ASSIGNMENT
Using the entries that follow, establish how many lines contain the word "Iris" and give only that figure.

**** MATERIAL PROVIDED ****

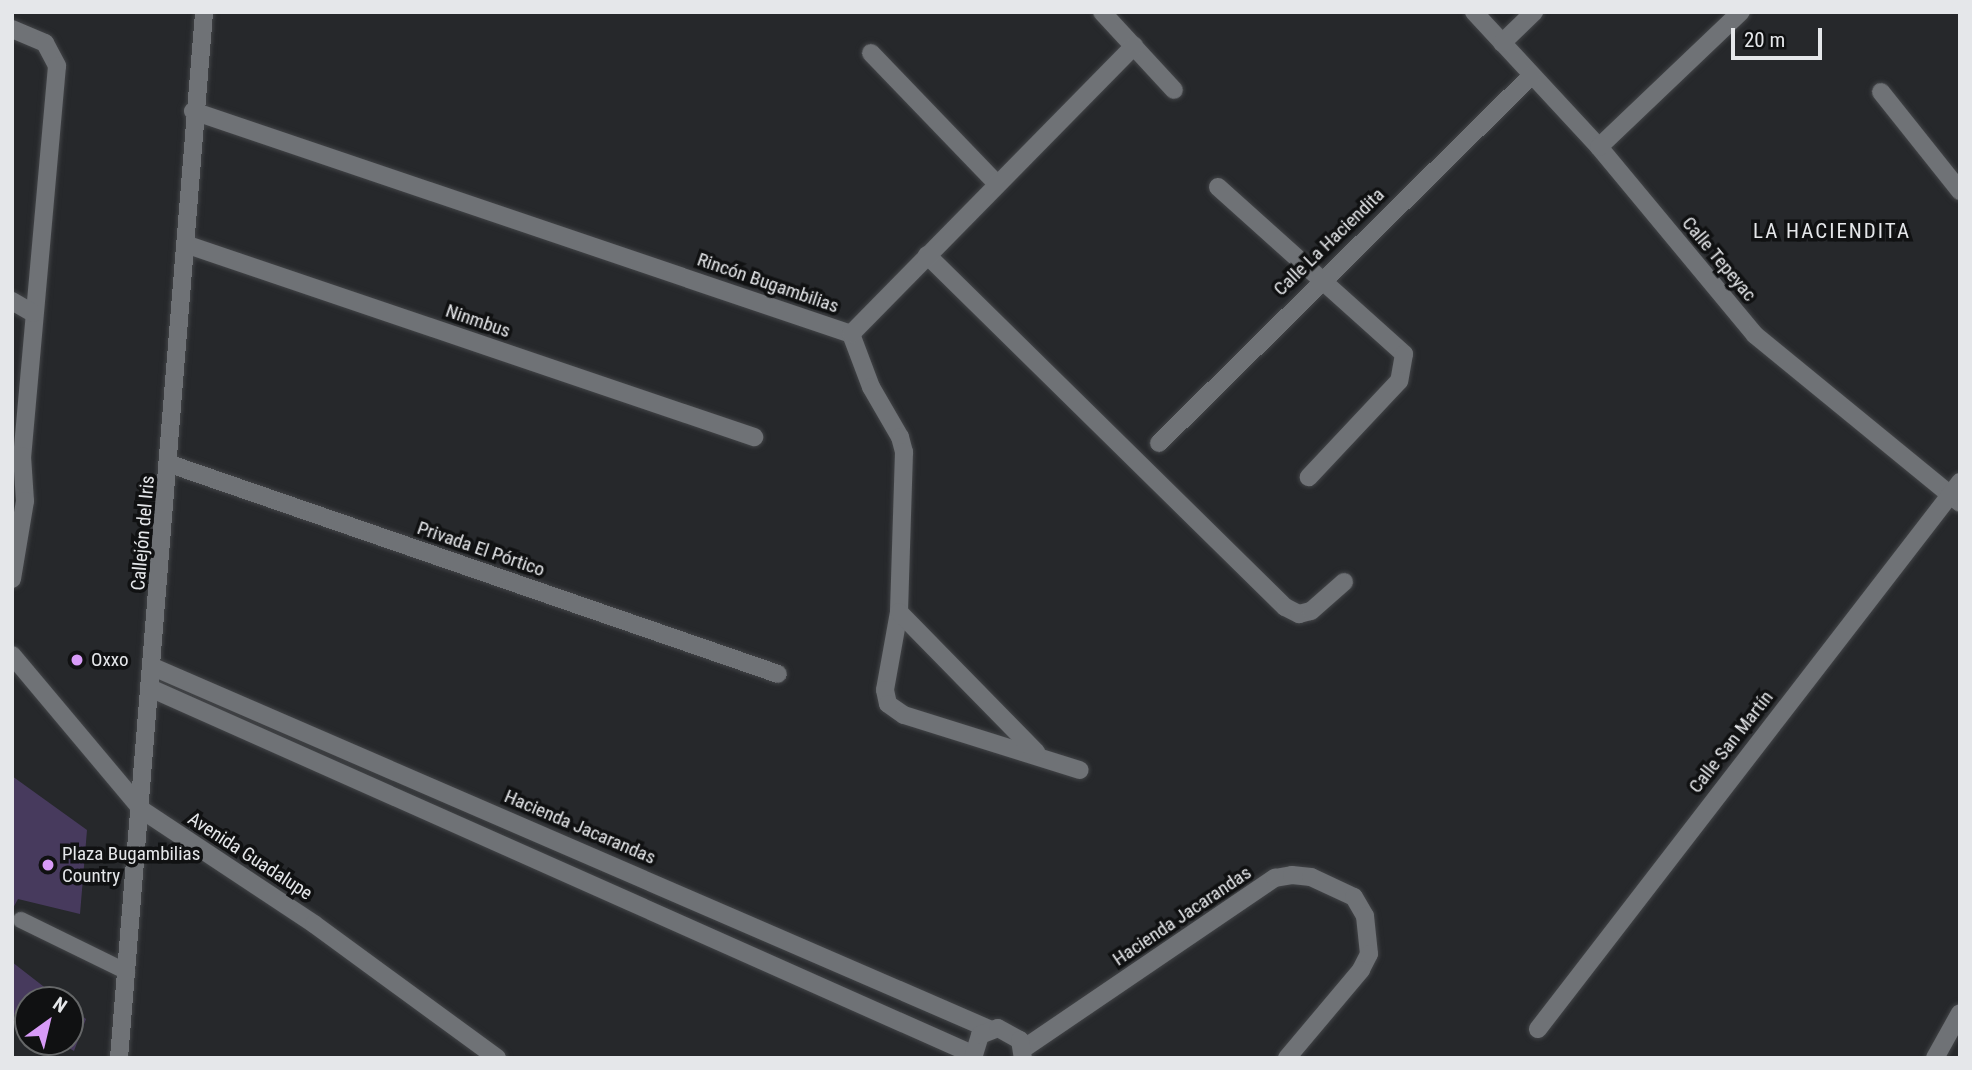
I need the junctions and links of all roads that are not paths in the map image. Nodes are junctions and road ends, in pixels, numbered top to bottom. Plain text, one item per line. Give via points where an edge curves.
1 (204, 12) edge
2 (1102, 12) edge
3 (1474, 12) edge
4 (1534, 12) edge
5 (1741, 12) edge
6 (12, 29) edge
7 (1502, 43) junction
8 (1133, 46) junction
9 (871, 53) dead end
10 (1532, 75) junction
11 (1174, 90) dead end
12 (1881, 92) dead end
13 (193, 111) junction
14 (1599, 147) junction
15 (997, 184) junction
16 (1219, 187) dead end
17 (1960, 191) edge
18 (188, 245) junction
19 (927, 255) junction
20 (1320, 280) junction
21 (12, 300) edge
22 (33, 313) junction
23 (851, 334) junction
24 (754, 437) dead end
25 (1159, 443) dead end
26 (17, 462) edge
27 (170, 464) junction
28 (1309, 477) dead end
29 (1956, 493) edge
30 (12, 579) edge
31 (1344, 582) dead end
32 (898, 612) junction
33 (12, 655) edge
34 (153, 667) junction
35 (778, 674) dead end
36 (150, 688) junction
37 (256, 709) junction
38 (249, 730) junction
39 (1038, 753) junction
40 (1080, 770) dead end
41 (142, 810) junction
42 (21, 920) dead end
43 (744, 920) junction
44 (734, 947) junction
45 (127, 972) junction
46 (1960, 1013) edge
47 (989, 1029) junction
48 (1538, 1029) dead end
49 (1023, 1053) edge
50 (972, 1056) edge
51 (119, 1058) edge
52 (497, 1058) edge
53 (1287, 1058) edge
54 (1935, 1058) edge

1 - 13 street, Callejón del Iris
2 - 8 street
3 - 7 street, Calle Tepeyac
4 - 7 street
5 - 14 street
6 - 22 street via 45,43 57,66
7 - 10 street, Calle Tepeyac
8 - 11 street
8 - 15 street
9 - 15 street
10 - 14 street, Calle Tepeyac
10 - 20 street, Calle La Haciendita
12 - 17 street
13 - 18 street, Callejón del Iris
13 - 23 street, Rincón Bugambilias
14 - 29 street, Calle Tepeyac via 1755,335
15 - 19 street
16 - 20 street
18 - 24 street, Ninmbus
18 - 27 street, Callejón del Iris
19 - 23 street
19 - 31 street via 1284,607 1299,614 1311,611
20 - 25 street, Calle La Haciendita
20 - 28 street via 1397,346 1406,362 1399,381
21 - 22 street
22 - 26 street
23 - 32 street, Rincón Bugambilias via 904,452
26 - 30 street via 25,501
27 - 34 street, Callejón del Iris
27 - 35 street, Privada El Pórtico
29 - 48 street, Calle San Martín
32 - 39 street
32 - 39 street, Rincón Bugambilias via 885,690 888,704 904,715
33 - 41 street, Avenida Guadalupe
34 - 36 street, Callejón del Iris
34 - 37 street, Hacienda Jacarandas
36 - 38 street
36 - 41 street, Callejón del Iris
37 - 38 street
37 - 43 street, Hacienda Jacarandas
38 - 44 street
39 - 40 street, Rincón Bugambilias
41 - 45 street, Callejón del Iris
41 - 52 street, Avenida Guadalupe via 325,932
42 - 45 lane
43 - 44 street
43 - 47 street, Hacienda Jacarandas
44 - 50 street
45 - 51 street, Callejón del Iris
46 - 54 street
47 - 49 street, Hacienda Jacarandas via 1006,1030
47 - 50 street via 974,1044
49 - 53 street, Hacienda Jacarandas via 1275,878 1292,875 1311,877 1354,897 1365,916 1369,954 1361,970

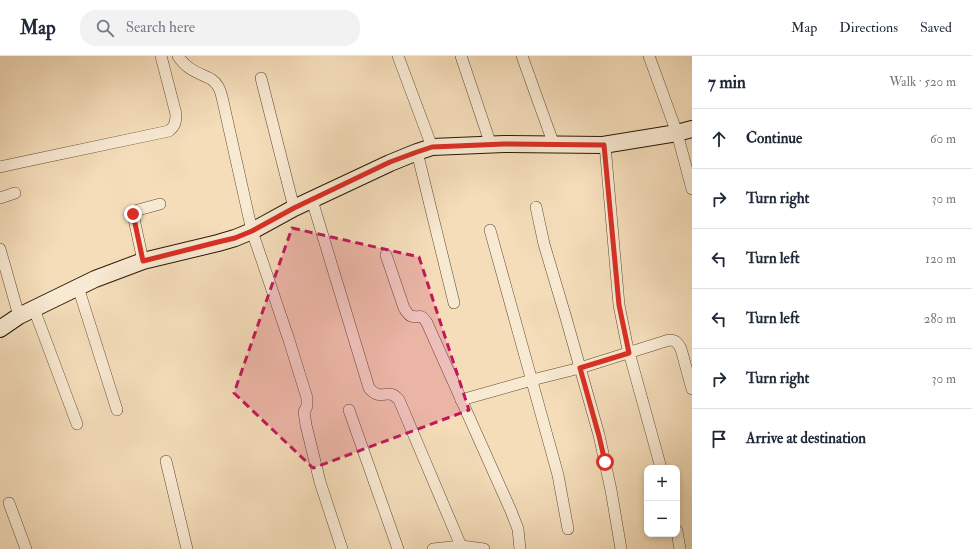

****

OUTPUT BELOW
8